An Estonian journalist asked if Finland as a non-NATO state would in a military conflict come to the aid of Estonia, which is a NATO member state. Would Finland help NATO? “We are around the same sea here . . . how could we help each other militarily, NATO member or not?” “I don’t think that you will find very many people in Finland that say that NATO is going to help us,” President Niinistö said. We understand very well that if we are not members, we do not have security guarantees. That is very obvious to us.”

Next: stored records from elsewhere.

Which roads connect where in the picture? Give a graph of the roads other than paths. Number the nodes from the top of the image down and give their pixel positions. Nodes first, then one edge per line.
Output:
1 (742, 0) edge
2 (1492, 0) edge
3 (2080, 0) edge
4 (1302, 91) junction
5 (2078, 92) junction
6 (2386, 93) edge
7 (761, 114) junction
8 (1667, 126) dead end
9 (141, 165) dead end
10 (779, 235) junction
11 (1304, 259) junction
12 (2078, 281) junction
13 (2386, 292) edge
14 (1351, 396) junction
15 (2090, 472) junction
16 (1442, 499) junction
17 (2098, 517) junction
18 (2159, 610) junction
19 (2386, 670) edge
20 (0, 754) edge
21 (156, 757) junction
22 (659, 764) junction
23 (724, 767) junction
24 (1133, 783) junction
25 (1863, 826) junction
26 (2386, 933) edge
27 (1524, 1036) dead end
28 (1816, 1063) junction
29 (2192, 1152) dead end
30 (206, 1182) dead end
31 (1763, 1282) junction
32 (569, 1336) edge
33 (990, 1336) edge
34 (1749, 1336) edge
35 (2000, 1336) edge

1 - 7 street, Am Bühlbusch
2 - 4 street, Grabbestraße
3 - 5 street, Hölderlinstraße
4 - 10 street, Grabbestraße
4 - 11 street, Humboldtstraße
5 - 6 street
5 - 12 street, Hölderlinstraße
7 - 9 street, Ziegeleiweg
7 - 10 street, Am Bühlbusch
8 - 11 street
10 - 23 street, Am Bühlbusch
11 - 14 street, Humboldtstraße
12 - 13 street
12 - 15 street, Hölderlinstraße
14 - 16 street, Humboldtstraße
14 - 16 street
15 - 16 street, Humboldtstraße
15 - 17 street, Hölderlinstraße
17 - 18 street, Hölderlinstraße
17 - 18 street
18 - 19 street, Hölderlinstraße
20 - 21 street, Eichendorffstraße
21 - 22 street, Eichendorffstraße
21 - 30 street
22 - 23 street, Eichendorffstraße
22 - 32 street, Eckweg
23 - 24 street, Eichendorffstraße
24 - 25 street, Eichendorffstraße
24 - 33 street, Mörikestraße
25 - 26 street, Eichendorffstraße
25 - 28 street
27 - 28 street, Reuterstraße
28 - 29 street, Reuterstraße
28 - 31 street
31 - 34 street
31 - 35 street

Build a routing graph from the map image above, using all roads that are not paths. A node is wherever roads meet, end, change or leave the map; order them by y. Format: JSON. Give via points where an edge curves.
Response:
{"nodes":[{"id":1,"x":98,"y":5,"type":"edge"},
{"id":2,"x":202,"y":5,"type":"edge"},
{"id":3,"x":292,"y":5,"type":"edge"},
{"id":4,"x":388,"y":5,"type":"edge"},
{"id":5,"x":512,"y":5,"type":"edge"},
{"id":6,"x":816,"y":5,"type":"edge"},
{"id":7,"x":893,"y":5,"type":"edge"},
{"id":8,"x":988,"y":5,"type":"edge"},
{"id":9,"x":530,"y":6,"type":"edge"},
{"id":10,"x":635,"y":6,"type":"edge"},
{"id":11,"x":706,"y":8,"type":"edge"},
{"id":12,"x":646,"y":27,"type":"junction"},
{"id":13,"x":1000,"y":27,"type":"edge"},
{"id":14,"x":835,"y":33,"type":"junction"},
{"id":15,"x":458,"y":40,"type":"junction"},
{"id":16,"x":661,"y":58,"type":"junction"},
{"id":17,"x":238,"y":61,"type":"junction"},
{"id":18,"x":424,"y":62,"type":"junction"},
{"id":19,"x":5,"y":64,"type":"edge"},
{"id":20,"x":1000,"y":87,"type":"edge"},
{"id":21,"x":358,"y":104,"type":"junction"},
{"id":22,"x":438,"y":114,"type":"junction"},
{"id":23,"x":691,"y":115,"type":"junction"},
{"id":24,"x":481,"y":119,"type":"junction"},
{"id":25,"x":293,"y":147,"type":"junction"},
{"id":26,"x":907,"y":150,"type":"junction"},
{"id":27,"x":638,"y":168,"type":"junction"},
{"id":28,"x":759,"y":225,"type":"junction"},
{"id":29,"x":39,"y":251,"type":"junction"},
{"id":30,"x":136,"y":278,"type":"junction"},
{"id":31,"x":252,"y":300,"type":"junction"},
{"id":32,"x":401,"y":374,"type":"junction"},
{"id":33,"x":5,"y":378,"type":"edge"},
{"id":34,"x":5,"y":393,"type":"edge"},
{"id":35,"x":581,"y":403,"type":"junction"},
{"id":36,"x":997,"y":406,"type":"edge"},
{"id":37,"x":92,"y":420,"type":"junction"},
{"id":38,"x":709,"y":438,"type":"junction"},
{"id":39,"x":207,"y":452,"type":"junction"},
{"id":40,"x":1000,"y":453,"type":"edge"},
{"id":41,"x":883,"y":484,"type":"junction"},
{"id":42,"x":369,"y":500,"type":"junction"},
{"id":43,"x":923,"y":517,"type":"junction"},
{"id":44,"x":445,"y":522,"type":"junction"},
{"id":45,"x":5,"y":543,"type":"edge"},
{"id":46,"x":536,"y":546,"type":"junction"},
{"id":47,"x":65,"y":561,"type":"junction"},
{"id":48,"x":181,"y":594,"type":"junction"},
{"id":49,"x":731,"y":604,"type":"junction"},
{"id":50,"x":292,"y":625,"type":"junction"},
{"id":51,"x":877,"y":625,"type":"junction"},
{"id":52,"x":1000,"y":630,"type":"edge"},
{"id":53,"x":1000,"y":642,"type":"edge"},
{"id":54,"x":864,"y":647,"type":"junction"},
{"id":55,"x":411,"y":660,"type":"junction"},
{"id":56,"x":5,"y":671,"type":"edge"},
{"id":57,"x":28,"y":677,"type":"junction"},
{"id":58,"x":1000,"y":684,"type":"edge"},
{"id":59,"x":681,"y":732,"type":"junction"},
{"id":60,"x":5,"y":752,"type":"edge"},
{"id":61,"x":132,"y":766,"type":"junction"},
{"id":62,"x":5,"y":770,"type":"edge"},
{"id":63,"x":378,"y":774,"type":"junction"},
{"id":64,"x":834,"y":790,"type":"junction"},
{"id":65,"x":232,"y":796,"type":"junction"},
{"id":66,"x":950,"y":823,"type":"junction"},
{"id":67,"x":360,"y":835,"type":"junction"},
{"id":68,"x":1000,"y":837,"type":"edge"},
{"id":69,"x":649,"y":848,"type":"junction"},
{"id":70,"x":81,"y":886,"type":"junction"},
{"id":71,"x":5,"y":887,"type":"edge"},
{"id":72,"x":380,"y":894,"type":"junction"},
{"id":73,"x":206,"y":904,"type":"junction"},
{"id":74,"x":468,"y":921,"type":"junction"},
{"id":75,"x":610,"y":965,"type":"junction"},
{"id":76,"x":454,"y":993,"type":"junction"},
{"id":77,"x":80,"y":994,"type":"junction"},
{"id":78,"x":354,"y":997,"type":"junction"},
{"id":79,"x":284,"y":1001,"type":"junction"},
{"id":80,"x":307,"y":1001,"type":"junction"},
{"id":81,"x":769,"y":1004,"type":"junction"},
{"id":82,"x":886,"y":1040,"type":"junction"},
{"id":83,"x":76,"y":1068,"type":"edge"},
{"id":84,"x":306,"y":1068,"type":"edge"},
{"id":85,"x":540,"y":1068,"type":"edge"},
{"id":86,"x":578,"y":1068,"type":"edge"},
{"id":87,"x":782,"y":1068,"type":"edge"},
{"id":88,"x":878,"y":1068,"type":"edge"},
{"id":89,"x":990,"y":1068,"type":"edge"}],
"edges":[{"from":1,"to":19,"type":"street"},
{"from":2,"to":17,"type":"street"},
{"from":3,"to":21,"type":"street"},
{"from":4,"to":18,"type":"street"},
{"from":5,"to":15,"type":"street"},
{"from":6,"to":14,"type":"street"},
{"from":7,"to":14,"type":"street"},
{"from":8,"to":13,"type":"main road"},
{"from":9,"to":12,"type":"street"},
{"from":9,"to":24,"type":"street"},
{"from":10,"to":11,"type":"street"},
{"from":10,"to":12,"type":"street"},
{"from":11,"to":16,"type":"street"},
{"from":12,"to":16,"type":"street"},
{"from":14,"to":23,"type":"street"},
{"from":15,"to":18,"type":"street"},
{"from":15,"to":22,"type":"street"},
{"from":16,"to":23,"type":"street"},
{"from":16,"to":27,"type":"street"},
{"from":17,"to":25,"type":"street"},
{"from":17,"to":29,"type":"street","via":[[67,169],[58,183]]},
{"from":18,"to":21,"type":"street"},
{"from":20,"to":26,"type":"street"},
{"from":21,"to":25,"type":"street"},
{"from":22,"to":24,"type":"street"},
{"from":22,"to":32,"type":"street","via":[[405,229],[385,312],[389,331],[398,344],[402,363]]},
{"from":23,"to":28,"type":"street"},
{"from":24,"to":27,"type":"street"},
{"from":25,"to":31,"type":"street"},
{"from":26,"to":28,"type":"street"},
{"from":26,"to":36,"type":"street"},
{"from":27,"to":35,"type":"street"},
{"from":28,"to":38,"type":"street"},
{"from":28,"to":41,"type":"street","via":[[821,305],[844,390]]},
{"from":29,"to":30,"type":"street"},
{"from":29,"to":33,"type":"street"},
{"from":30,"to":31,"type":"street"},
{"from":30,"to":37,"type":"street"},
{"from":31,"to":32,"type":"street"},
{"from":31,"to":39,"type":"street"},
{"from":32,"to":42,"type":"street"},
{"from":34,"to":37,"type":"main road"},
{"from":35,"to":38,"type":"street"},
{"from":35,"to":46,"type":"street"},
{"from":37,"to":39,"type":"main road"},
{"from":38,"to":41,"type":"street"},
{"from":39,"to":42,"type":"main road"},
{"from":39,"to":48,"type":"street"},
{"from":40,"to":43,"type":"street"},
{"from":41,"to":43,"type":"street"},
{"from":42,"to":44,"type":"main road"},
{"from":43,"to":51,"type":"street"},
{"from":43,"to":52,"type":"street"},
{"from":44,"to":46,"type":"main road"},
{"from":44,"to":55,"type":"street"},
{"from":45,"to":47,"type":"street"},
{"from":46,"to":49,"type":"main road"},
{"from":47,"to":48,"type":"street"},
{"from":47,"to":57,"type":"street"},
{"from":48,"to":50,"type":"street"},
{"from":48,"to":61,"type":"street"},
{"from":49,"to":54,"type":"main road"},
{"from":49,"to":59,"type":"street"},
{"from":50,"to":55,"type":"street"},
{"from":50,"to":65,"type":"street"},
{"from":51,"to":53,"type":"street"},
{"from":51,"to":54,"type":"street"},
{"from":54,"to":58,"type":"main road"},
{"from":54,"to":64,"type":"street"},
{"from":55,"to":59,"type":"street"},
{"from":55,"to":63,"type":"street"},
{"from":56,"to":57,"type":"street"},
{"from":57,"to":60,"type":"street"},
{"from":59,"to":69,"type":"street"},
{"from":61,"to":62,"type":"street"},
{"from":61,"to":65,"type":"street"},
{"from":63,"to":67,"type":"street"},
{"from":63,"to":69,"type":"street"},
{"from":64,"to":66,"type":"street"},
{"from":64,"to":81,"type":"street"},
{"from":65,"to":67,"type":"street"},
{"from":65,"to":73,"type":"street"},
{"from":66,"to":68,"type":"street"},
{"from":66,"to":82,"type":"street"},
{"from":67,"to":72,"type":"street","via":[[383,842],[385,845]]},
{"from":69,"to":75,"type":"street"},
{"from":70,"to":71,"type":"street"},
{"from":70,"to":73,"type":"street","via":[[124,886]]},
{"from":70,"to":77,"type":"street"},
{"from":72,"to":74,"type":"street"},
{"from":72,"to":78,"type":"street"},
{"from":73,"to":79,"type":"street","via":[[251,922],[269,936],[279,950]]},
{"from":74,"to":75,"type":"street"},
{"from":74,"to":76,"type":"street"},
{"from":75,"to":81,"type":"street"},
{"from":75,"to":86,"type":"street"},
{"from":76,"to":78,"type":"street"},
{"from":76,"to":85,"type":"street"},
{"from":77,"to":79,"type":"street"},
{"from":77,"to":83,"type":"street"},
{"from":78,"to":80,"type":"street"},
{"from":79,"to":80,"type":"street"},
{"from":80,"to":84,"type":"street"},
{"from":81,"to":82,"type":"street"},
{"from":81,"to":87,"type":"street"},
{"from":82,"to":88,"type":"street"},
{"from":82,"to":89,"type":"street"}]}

“Like you maybe know, Finland has very strong own defense forces,” Niinistö continued, “We have been thinking during the decades that it’s a good threshold against anybody to come violently to Finland. It still is, but I would add that in the world we live, a strong defense force is also a very interesting point-of-view for possible allies if something happens.” “Then you asked how Finland could help Estonia. Estonia is a member of NATO, let’s keep it in mind. Estonia has security guarantees given by NATO. If those security guarantees would sometimes be used, which nobody surely doesn’t hope and nobody maybe expects and Finland does not have any security guarantees . . . so in a way, your question is one sided. We know that we don’t get help, so while one sided in that way, do we in spite of that give help?”
Kaljulaid reminded that even as a NATO member, the responsibility of a member state is to protect itself. “That is an obligation of every NATO member state.” So in that, there is not such a big asymmetry: NATO expects its member states to protect themselves. On top of that, there is our cooperation and the guarantees, which have been provided to us.”
According to Kaljulaid, there is also another element to the security cooperation “which we should never forget.” You can’t be the consumer of security only, you have to be a provider of security similarly,” she said. “In the places of a crisis in the world, which might be quite far from you. We do act together, we do help to create international security. It’s a UN mission. Through these kinds of cooperative actions, we are actually working towards a common security with Finland as well.”
Niinistö continued that Finland is “working heavily that the European Union would create a common security and defense policy.” According to an EU ruling, Finland has to help any other EU country if needed. “I can assure you that in Finland we have a totally different idea of the amount of the help than just maybe 10,000 liters of olive oil,” President Niinistö said.